Beragam debat seputar marjaiyyah masih berlangsung hingga kini. Walaupun konsep marjaiyyah adalah sesuatu yang bersifat
fikih, tetapi ia sangat berpengaruh membentuk budaya intelektual di kalangan
Ahlul Bait.
Sengaja saya berangkat dari hierarkhi
intelektual itu untuk menggambarkan secara global khazanah literatur Ahlul Bait
dewasa ini. Proses yang tidak mudah untuk menjadi seorang mujtahid atau ulama, secara
tidak langsung menghambat perkembangan
dunia pemikiran Syiâh. Maksud saya, awam, masyarakat kebanyakan akan langsung
merujuk pada para ulama dalam bidang apapun, apalagi dalam bidang fikih yang menjadi spesialisasi mereka.
Penambahan gelar Ayatullah, shahib al-fadhilah ma zilluhâ dan lain sebagainya di
belakang nama sang pengarang adalah
jaminan akan substansi buku yang berbobot. Taruhlah, misalnya, dua buku tentang filsafat. Yang satu ditulis oleh
Ayatullah Muhammad Ashari dan yang lain ditulis oleh hanya Abu Ali Akbar saja.
Walau kedua penulis itu ternyata sama, masyarakat Syiah akan memilih yang
pertama. Ini, sekali lagi diakibatkan oleh hierarki yang berkembang turun
temurun tadi.
Di satu sisi, situasi seperti ini akan
menghasilkan buku-buku yang berkualitas. Warisan intelektual Syiâh adalah
legasi yang bisa dinikmati sepanjang masa. Tengoklah buku-buku Mulla Shadra,
yang walaupun tak bergelar ayatullah seperti zaman sekarang ini (karena dulu
mungkin belum populer) tetapi tetap melewati jalur-jalur standar seorang
mujtahid.
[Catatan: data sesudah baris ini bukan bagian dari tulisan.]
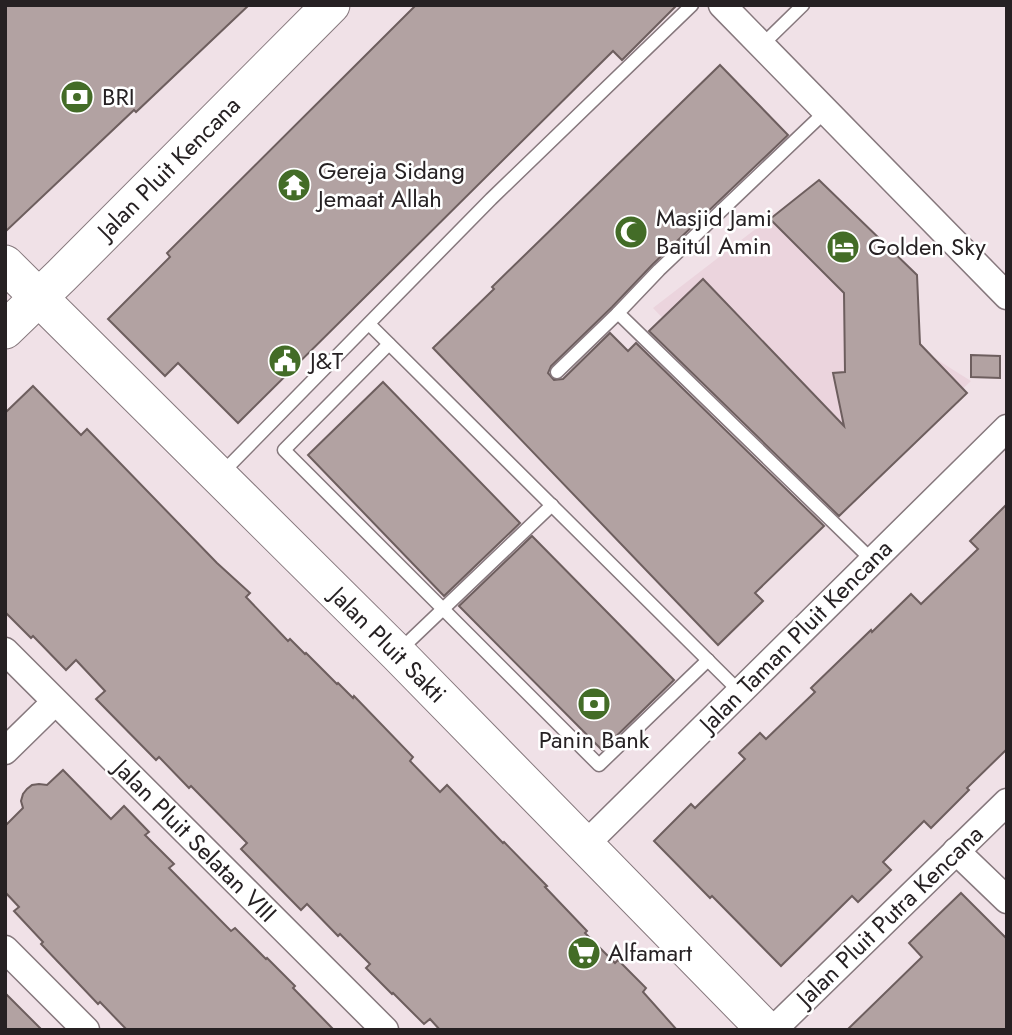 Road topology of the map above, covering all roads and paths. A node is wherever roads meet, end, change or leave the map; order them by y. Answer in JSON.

Ibnu Sina, seorang Syiah Ismailiyyah, juga menghasilkan karya-karya
yang abadi sepanjang masa. Belum lagi warisan di bidang ˜irfan yang tak
terhitung banyaknya. Mulla Faydh Kasyani dan Nashiruddin Thusi adalah sedikit
contoh di antaranya.
Di sisi lain, hierarki itu sedikit banyak menghambat para pemikir muda. Mereka,
biar bagaimana pun adalah murid para ayatullah senior itu. Sangat susah, dalam hierarkhi Syiâh yang top down untuk menentang
fatwa sang guru. Bukan hanya susah, kebanyakan murid adalah pelanjut dari guru
mereka masing-masing. Karena itu, untuk menjembatani, atau menuju ke proses itu
"sebagai salah satu cara legitimasi" para pemikir muda biasanya
menyusun kitab (musannif) alih-alih menciptakannya (mu`allif). Maka bermunculanlah
buku-buku hasil susunan para penulis muda. Buku demikian tak terhingga jumlahnya.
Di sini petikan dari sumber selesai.